Problem description – Below are the records; copy each line in which "dead" occurs.
*** Record excerpts ***
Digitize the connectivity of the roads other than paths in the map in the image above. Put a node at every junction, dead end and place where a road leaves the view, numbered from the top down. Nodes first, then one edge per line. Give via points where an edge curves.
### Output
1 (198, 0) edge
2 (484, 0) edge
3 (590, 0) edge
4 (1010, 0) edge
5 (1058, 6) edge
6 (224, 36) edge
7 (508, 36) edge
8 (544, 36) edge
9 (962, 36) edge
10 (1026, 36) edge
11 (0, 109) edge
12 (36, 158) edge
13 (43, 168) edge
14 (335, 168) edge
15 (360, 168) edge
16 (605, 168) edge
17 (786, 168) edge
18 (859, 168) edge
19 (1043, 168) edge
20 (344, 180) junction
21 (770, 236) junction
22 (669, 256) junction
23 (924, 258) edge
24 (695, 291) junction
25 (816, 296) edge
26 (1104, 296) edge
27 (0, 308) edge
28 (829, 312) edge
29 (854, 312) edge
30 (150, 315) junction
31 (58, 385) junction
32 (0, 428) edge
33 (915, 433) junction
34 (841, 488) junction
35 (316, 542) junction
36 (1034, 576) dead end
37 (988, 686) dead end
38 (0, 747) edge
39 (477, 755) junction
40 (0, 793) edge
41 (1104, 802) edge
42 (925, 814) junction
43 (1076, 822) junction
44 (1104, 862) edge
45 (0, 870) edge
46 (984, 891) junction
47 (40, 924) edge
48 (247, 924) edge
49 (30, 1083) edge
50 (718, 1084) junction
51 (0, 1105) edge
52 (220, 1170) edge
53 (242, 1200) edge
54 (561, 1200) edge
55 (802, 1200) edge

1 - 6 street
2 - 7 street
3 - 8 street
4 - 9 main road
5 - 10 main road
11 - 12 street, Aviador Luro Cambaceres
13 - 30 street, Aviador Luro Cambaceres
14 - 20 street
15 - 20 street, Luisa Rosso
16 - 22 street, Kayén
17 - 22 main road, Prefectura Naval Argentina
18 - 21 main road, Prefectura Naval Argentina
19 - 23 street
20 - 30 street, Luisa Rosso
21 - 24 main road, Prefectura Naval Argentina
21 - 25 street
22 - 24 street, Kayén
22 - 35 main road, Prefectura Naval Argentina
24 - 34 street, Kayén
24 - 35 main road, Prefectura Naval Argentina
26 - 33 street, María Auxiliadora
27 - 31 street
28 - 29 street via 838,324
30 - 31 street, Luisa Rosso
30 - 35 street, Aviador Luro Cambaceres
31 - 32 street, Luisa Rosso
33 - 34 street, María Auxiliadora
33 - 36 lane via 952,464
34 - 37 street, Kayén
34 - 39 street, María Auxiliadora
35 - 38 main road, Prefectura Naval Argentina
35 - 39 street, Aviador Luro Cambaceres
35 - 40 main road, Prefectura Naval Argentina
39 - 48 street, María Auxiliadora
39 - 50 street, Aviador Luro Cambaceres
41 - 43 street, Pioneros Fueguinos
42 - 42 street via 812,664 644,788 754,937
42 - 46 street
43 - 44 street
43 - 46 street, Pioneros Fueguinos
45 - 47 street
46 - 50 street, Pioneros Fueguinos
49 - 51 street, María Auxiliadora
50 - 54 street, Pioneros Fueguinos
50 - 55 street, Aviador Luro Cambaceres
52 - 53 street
*** End of Record excerpts ***
Reply to the task –
Digitize the connectivity of the roads other than paths in the map in the image above. Put a node at every junction, dead end and place where a road leaves the view, numbered from the top down. Nodes first, then one edge per line. Give via points where an edge curves.
36 (1034, 576) dead end
37 (988, 686) dead end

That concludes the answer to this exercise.